**Task prompt:**
Line by line, return the data exactly as shown.

BEGIN Available data

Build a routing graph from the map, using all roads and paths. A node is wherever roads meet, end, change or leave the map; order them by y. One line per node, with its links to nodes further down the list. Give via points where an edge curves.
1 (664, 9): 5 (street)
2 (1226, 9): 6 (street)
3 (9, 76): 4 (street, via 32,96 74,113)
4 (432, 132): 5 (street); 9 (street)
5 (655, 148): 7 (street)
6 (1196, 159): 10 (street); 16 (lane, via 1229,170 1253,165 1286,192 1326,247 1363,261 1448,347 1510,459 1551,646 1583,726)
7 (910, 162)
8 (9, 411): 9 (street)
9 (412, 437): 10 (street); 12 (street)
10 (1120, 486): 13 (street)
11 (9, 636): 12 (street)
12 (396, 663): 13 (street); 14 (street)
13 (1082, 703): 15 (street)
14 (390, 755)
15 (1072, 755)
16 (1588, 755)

END Available data

**Written solution:**
Build a routing graph from the map, using all roads and paths. A node is wherever roads meet, end, change or leave the map; order them by y. One line per node, with its links to nodes further down the list. Give via points where an edge curves.
1 (664, 9): 5 (street)
2 (1226, 9): 6 (street)
3 (9, 76): 4 (street, via 32,96 74,113)
4 (432, 132): 5 (street); 9 (street)
5 (655, 148): 7 (street)
6 (1196, 159): 10 (street); 16 (lane, via 1229,170 1253,165 1286,192 1326,247 1363,261 1448,347 1510,459 1551,646 1583,726)
7 (910, 162)
8 (9, 411): 9 (street)
9 (412, 437): 10 (street); 12 (street)
10 (1120, 486): 13 (street)
11 (9, 636): 12 (street)
12 (396, 663): 13 (street); 14 (street)
13 (1082, 703): 15 (street)
14 (390, 755)
15 (1072, 755)
16 (1588, 755)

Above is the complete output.